Write the listing below out again exactly, dropping the images.

Top of Task inputs

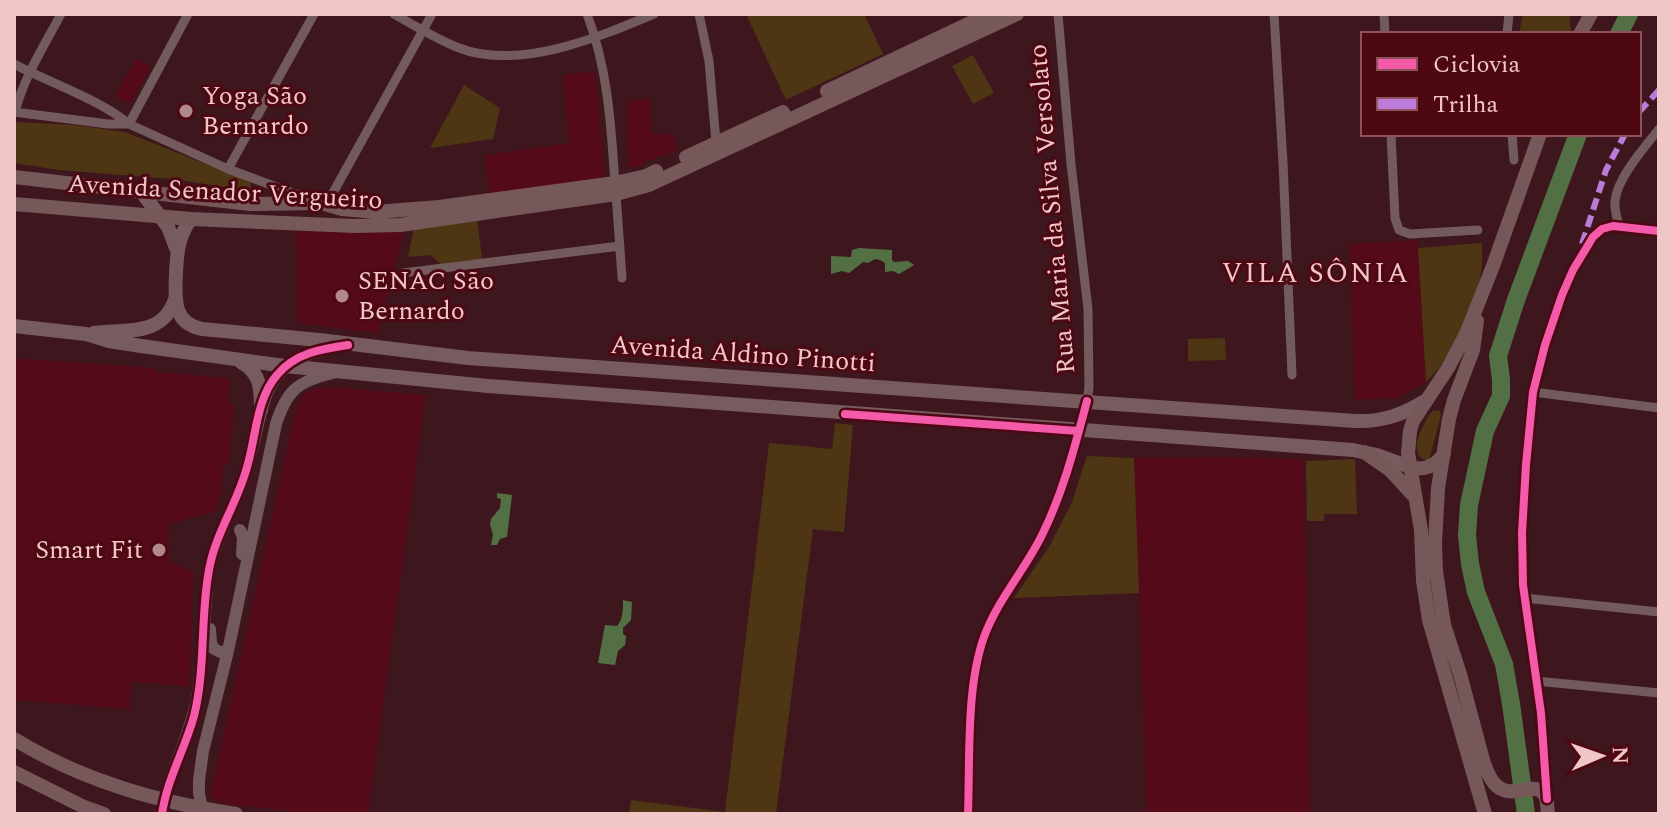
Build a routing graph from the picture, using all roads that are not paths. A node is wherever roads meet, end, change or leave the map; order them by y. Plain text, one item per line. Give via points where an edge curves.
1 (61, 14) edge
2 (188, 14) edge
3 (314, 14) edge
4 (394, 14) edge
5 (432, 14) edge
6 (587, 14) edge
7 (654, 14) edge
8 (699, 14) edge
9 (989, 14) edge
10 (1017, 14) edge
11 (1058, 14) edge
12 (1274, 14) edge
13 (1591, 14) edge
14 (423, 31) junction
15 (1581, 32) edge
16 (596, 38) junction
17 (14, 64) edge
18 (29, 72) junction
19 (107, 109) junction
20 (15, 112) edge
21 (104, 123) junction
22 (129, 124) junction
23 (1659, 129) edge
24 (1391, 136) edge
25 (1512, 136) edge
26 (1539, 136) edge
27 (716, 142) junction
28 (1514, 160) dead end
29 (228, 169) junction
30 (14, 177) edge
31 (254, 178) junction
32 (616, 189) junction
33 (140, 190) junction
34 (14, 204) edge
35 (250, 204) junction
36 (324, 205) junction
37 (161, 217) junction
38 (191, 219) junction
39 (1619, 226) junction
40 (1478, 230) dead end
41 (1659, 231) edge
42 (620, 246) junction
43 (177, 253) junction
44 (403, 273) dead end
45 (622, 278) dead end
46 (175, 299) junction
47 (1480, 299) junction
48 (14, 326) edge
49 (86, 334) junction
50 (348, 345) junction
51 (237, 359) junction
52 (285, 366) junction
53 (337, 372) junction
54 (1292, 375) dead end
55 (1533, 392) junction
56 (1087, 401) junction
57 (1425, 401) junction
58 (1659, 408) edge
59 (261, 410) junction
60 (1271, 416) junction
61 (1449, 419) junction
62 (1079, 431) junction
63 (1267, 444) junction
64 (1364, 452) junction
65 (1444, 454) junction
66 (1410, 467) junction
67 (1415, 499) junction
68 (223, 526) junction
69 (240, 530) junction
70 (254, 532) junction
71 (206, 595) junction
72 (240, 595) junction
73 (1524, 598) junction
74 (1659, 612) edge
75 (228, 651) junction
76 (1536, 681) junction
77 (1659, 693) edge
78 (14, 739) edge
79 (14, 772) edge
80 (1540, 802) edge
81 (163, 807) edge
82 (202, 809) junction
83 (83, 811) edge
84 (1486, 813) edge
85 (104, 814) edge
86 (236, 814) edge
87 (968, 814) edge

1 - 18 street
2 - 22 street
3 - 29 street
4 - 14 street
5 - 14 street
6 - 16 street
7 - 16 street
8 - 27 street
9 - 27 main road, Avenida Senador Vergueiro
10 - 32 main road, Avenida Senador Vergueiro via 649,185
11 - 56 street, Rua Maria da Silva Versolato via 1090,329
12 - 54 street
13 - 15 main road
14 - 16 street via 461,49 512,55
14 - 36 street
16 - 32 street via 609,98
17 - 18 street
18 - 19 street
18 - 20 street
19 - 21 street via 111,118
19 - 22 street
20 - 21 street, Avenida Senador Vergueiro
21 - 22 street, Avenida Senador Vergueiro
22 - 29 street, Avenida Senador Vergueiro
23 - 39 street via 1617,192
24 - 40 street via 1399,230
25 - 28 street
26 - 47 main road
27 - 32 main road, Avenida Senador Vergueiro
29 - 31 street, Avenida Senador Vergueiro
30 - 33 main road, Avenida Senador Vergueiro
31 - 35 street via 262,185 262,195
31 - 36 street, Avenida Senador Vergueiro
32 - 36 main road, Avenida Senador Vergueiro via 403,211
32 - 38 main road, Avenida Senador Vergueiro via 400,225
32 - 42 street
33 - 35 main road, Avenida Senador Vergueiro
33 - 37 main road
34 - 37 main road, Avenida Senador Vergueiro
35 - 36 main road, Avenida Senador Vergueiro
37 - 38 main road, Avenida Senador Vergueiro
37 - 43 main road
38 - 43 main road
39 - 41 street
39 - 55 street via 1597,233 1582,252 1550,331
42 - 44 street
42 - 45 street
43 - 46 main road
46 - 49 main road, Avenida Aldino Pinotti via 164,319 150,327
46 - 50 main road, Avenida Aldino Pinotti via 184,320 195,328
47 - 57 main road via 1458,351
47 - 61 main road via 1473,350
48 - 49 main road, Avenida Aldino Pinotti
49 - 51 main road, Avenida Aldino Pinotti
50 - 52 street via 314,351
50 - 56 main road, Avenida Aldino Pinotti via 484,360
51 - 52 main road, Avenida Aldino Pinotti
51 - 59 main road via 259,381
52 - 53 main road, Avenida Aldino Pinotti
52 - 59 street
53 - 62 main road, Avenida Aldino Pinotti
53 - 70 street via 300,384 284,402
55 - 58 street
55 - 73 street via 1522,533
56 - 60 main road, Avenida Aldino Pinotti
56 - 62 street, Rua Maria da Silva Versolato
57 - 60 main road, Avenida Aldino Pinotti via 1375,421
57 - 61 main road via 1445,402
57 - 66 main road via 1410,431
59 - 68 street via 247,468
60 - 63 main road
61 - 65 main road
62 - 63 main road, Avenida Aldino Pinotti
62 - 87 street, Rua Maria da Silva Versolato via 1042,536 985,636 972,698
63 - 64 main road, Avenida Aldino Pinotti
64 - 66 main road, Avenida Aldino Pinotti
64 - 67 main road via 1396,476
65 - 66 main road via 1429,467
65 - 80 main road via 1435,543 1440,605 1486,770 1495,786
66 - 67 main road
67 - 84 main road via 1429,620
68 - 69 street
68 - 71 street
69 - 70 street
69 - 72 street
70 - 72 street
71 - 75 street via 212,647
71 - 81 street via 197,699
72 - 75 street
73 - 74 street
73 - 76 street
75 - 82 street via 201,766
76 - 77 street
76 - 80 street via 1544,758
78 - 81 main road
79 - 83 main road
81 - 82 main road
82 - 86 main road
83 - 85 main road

Bottom of Task inputs

Result of this exercise:
Build a routing graph from the picture, using all roads that are not paths. A node is wherever roads meet, end, change or leave the map; order them by y. Plain text, one item per line. Give via points where an edge curves.
1 (61, 14) edge
2 (188, 14) edge
3 (314, 14) edge
4 (394, 14) edge
5 (432, 14) edge
6 (587, 14) edge
7 (654, 14) edge
8 (699, 14) edge
9 (989, 14) edge
10 (1017, 14) edge
11 (1058, 14) edge
12 (1274, 14) edge
13 (1591, 14) edge
14 (423, 31) junction
15 (1581, 32) edge
16 (596, 38) junction
17 (14, 64) edge
18 (29, 72) junction
19 (107, 109) junction
20 (15, 112) edge
21 (104, 123) junction
22 (129, 124) junction
23 (1659, 129) edge
24 (1391, 136) edge
25 (1512, 136) edge
26 (1539, 136) edge
27 (716, 142) junction
28 (1514, 160) dead end
29 (228, 169) junction
30 (14, 177) edge
31 (254, 178) junction
32 (616, 189) junction
33 (140, 190) junction
34 (14, 204) edge
35 (250, 204) junction
36 (324, 205) junction
37 (161, 217) junction
38 (191, 219) junction
39 (1619, 226) junction
40 (1478, 230) dead end
41 (1659, 231) edge
42 (620, 246) junction
43 (177, 253) junction
44 (403, 273) dead end
45 (622, 278) dead end
46 (175, 299) junction
47 (1480, 299) junction
48 (14, 326) edge
49 (86, 334) junction
50 (348, 345) junction
51 (237, 359) junction
52 (285, 366) junction
53 (337, 372) junction
54 (1292, 375) dead end
55 (1533, 392) junction
56 (1087, 401) junction
57 (1425, 401) junction
58 (1659, 408) edge
59 (261, 410) junction
60 (1271, 416) junction
61 (1449, 419) junction
62 (1079, 431) junction
63 (1267, 444) junction
64 (1364, 452) junction
65 (1444, 454) junction
66 (1410, 467) junction
67 (1415, 499) junction
68 (223, 526) junction
69 (240, 530) junction
70 (254, 532) junction
71 (206, 595) junction
72 (240, 595) junction
73 (1524, 598) junction
74 (1659, 612) edge
75 (228, 651) junction
76 (1536, 681) junction
77 (1659, 693) edge
78 (14, 739) edge
79 (14, 772) edge
80 (1540, 802) edge
81 (163, 807) edge
82 (202, 809) junction
83 (83, 811) edge
84 (1486, 813) edge
85 (104, 814) edge
86 (236, 814) edge
87 (968, 814) edge

1 - 18 street
2 - 22 street
3 - 29 street
4 - 14 street
5 - 14 street
6 - 16 street
7 - 16 street
8 - 27 street
9 - 27 main road, Avenida Senador Vergueiro
10 - 32 main road, Avenida Senador Vergueiro via 649,185
11 - 56 street, Rua Maria da Silva Versolato via 1090,329
12 - 54 street
13 - 15 main road
14 - 16 street via 461,49 512,55
14 - 36 street
16 - 32 street via 609,98
17 - 18 street
18 - 19 street
18 - 20 street
19 - 21 street via 111,118
19 - 22 street
20 - 21 street, Avenida Senador Vergueiro
21 - 22 street, Avenida Senador Vergueiro
22 - 29 street, Avenida Senador Vergueiro
23 - 39 street via 1617,192
24 - 40 street via 1399,230
25 - 28 street
26 - 47 main road
27 - 32 main road, Avenida Senador Vergueiro
29 - 31 street, Avenida Senador Vergueiro
30 - 33 main road, Avenida Senador Vergueiro
31 - 35 street via 262,185 262,195
31 - 36 street, Avenida Senador Vergueiro
32 - 36 main road, Avenida Senador Vergueiro via 403,211
32 - 38 main road, Avenida Senador Vergueiro via 400,225
32 - 42 street
33 - 35 main road, Avenida Senador Vergueiro
33 - 37 main road
34 - 37 main road, Avenida Senador Vergueiro
35 - 36 main road, Avenida Senador Vergueiro
37 - 38 main road, Avenida Senador Vergueiro
37 - 43 main road
38 - 43 main road
39 - 41 street
39 - 55 street via 1597,233 1582,252 1550,331
42 - 44 street
42 - 45 street
43 - 46 main road
46 - 49 main road, Avenida Aldino Pinotti via 164,319 150,327
46 - 50 main road, Avenida Aldino Pinotti via 184,320 195,328
47 - 57 main road via 1458,351
47 - 61 main road via 1473,350
48 - 49 main road, Avenida Aldino Pinotti
49 - 51 main road, Avenida Aldino Pinotti
50 - 52 street via 314,351
50 - 56 main road, Avenida Aldino Pinotti via 484,360
51 - 52 main road, Avenida Aldino Pinotti
51 - 59 main road via 259,381
52 - 53 main road, Avenida Aldino Pinotti
52 - 59 street
53 - 62 main road, Avenida Aldino Pinotti
53 - 70 street via 300,384 284,402
55 - 58 street
55 - 73 street via 1522,533
56 - 60 main road, Avenida Aldino Pinotti
56 - 62 street, Rua Maria da Silva Versolato
57 - 60 main road, Avenida Aldino Pinotti via 1375,421
57 - 61 main road via 1445,402
57 - 66 main road via 1410,431
59 - 68 street via 247,468
60 - 63 main road
61 - 65 main road
62 - 63 main road, Avenida Aldino Pinotti
62 - 87 street, Rua Maria da Silva Versolato via 1042,536 985,636 972,698
63 - 64 main road, Avenida Aldino Pinotti
64 - 66 main road, Avenida Aldino Pinotti
64 - 67 main road via 1396,476
65 - 66 main road via 1429,467
65 - 80 main road via 1435,543 1440,605 1486,770 1495,786
66 - 67 main road
67 - 84 main road via 1429,620
68 - 69 street
68 - 71 street
69 - 70 street
69 - 72 street
70 - 72 street
71 - 75 street via 212,647
71 - 81 street via 197,699
72 - 75 street
73 - 74 street
73 - 76 street
75 - 82 street via 201,766
76 - 77 street
76 - 80 street via 1544,758
78 - 81 main road
79 - 83 main road
81 - 82 main road
82 - 86 main road
83 - 85 main road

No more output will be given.